I hate having to argue with them every single time I want to make their life comfortable, fun and full of happiness. There are times when I lose it and end up scolding them or arguing in a high pitch. I regret it as soon as the words leave my mouth, but it is always too late. I’d already hurt them. Then begins the cycle of asking for forgiveness, and everything goes back to normal… until it happens again, and then again. And I detest myself for it. This is something that I can’t forgive myself for. I am striving to control my temper, and practice patience with them just as they did while raising us. I don’t think we were ideal kids, just as they are not ideal parents… in fact, there is nothing ‘ideal’ about anyone.
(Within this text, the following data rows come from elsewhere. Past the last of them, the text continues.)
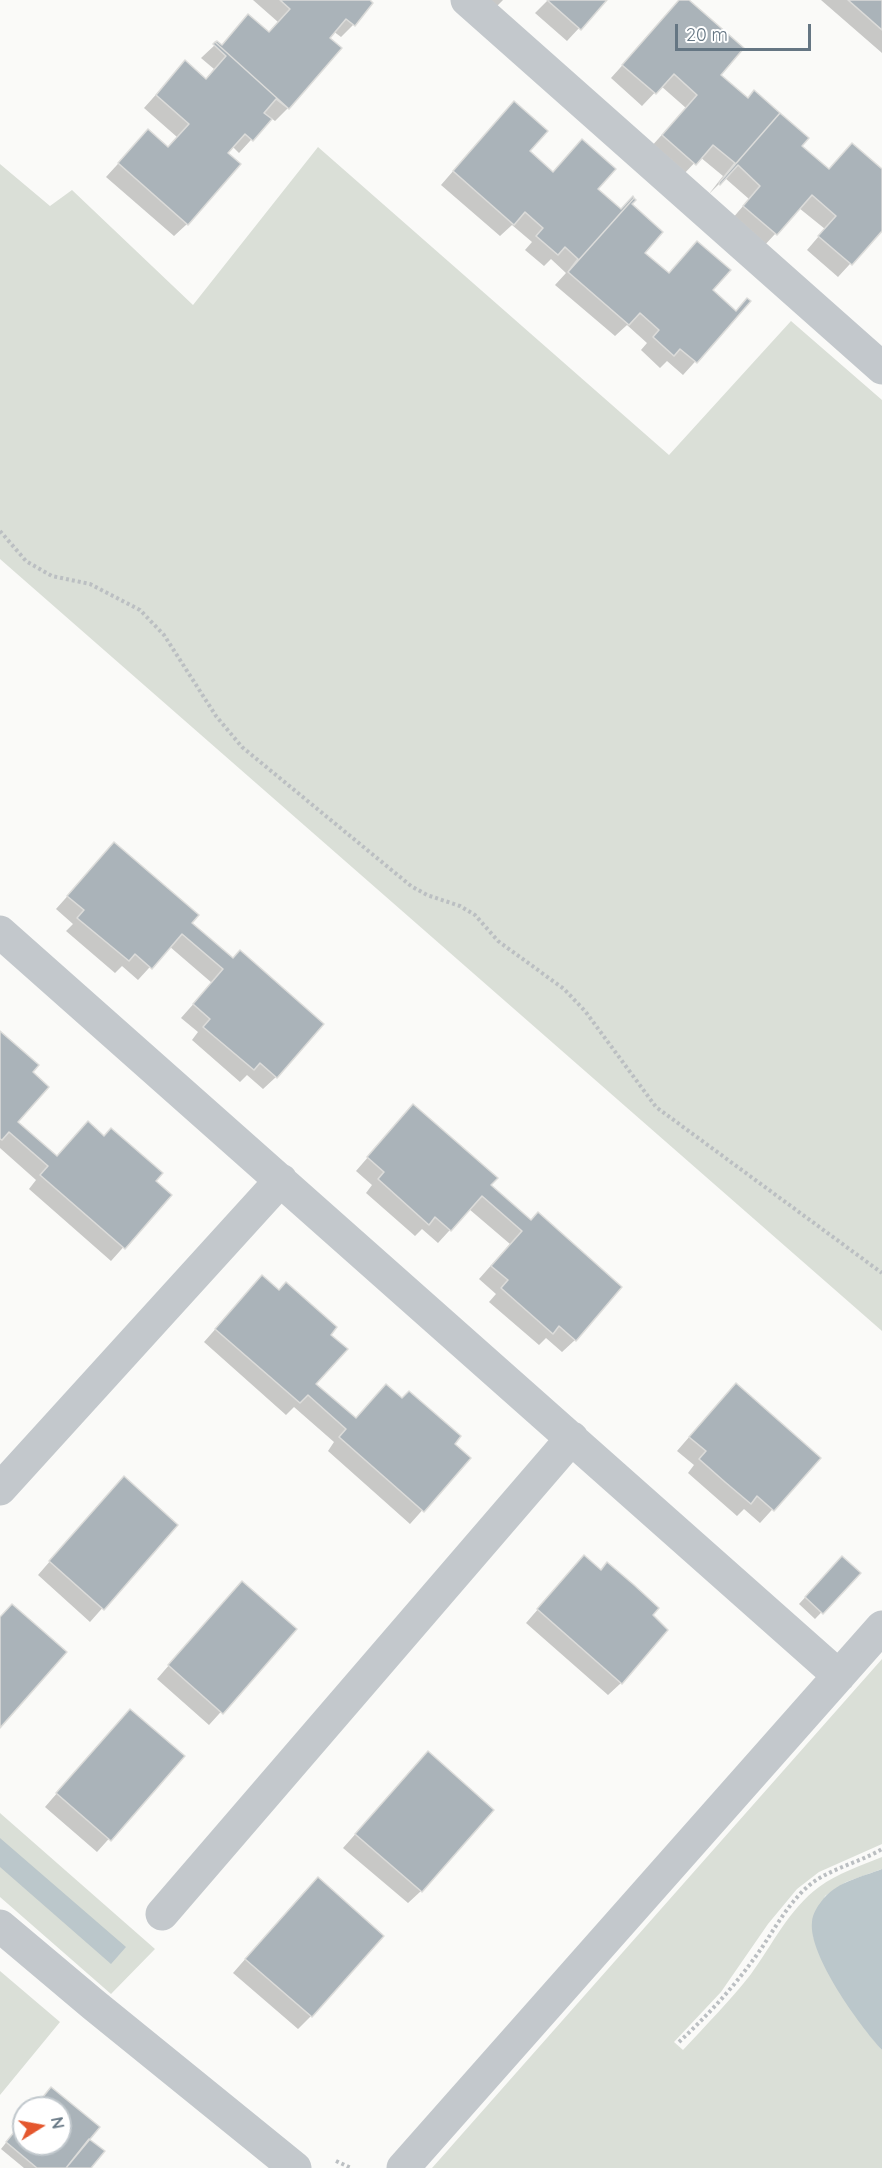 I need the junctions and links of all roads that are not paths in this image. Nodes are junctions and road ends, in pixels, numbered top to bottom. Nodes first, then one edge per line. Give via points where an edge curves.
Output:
1 (467, 0) edge
2 (882, 368) edge
3 (0, 932) edge
4 (281, 1180) junction
5 (572, 1438) junction
6 (0, 1489) edge
7 (882, 1627) edge
8 (839, 1676) junction
9 (162, 1914) dead end
10 (0, 1926) edge
11 (295, 2168) edge
12 (403, 2168) edge

1 - 2 lane
3 - 4 lane
4 - 5 lane
4 - 6 lane
5 - 8 lane
5 - 9 lane
7 - 8 lane
8 - 12 lane
10 - 11 lane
We all have flaws, and we have to deal with them the best way we can to co-exist peacefully. The important thing to remember is that we need to do this with more patience, kindness, and a larger heart.

Cheers to every parent out there. Thanks for doing everything you did for us to make us what we are today. And please remember that we do what we do because we love you and want the best for you, just as you do for us. And do forgive us if we lose it sometimes. After all, you must’ve had those moments too while you were raising us. And do help us forgive ourselves too, because we really need your help with this one. Love you!